The wake of the caravelle makes Edmundo lift up his head to face the then clean sky, smooth in amplitude and daydream.
For an instant it makes him guess the possible silence, in face of the windstorm of asteroids and comets of he that plays hide-and-seek and truth-or-dare. He sets down the detective novel on the towel and steps out of his reclining chair in a slight spleen, going over to the stone edge of the swimming pool.
It was about then that Edmundo’s eyes were transfigured and the harpsichord and pianola were heard playing on the back of that last cloud which looked like a starfish. It was also then that Edmundo, from one moment to the next, forgot about the price of paper, the telegram, bullfighting and even about the burnt-out sparks from his Ford Escort.
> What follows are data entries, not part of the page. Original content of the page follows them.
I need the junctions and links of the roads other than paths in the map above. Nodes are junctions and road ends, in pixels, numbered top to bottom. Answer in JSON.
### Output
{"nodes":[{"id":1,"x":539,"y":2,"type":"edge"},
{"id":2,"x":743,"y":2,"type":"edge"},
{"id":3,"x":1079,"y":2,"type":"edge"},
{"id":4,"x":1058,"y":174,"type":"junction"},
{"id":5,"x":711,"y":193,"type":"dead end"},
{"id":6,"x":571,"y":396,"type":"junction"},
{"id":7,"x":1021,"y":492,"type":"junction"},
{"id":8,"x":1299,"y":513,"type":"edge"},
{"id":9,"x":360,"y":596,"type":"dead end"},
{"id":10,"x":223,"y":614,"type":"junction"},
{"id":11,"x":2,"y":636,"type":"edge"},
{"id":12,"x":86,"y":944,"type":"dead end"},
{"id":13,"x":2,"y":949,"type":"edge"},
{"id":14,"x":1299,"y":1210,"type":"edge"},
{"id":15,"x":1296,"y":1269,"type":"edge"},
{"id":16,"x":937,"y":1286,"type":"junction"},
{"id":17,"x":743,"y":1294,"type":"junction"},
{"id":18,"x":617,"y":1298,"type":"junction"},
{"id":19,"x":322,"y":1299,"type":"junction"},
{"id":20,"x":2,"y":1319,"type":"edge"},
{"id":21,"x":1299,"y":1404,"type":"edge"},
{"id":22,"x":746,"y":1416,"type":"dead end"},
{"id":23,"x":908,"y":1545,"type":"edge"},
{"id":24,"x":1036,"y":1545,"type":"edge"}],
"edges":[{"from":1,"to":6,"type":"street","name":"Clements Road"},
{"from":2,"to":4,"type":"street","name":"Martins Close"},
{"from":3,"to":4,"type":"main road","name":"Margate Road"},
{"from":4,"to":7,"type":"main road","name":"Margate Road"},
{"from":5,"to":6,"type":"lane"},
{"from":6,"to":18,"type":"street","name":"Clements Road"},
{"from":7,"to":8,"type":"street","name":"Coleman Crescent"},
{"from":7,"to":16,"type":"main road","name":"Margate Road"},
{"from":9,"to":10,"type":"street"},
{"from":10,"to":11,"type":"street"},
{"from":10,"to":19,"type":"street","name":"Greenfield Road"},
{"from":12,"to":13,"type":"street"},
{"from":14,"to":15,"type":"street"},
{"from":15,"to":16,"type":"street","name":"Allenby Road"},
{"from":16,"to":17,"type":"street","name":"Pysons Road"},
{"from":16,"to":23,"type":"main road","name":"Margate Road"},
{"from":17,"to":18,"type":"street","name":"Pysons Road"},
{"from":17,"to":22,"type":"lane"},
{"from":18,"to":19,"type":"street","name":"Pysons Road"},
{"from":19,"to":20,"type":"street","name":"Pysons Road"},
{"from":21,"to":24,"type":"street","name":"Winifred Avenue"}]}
Above the swimming pool, from a web of strings, hung little triangular flags, blue and red. And she floated under them, adrift with open arms joined in a clean, pure, ancient ring. Over that pale blue, Edmundo made time come to a halt and proceeded to look at her from above, from the side, with the ubiquity that sends flutters up your esophagus.
A shudder.
She swims to the opposite side of the pool, slowly, in this generous moment of existence, holding onto the buoys and sliding - then suddenly, in slow motion, waves goodbye in Edmundo’s direction. The Portuguese man almost waved back, his shy hand rising; his arms opening out into an embarrassed smile left unpronounced. And she stayed laughing outside time, afar, across the universe; now turning her face towards the water, to Thebes, to Haifa, God knows where else.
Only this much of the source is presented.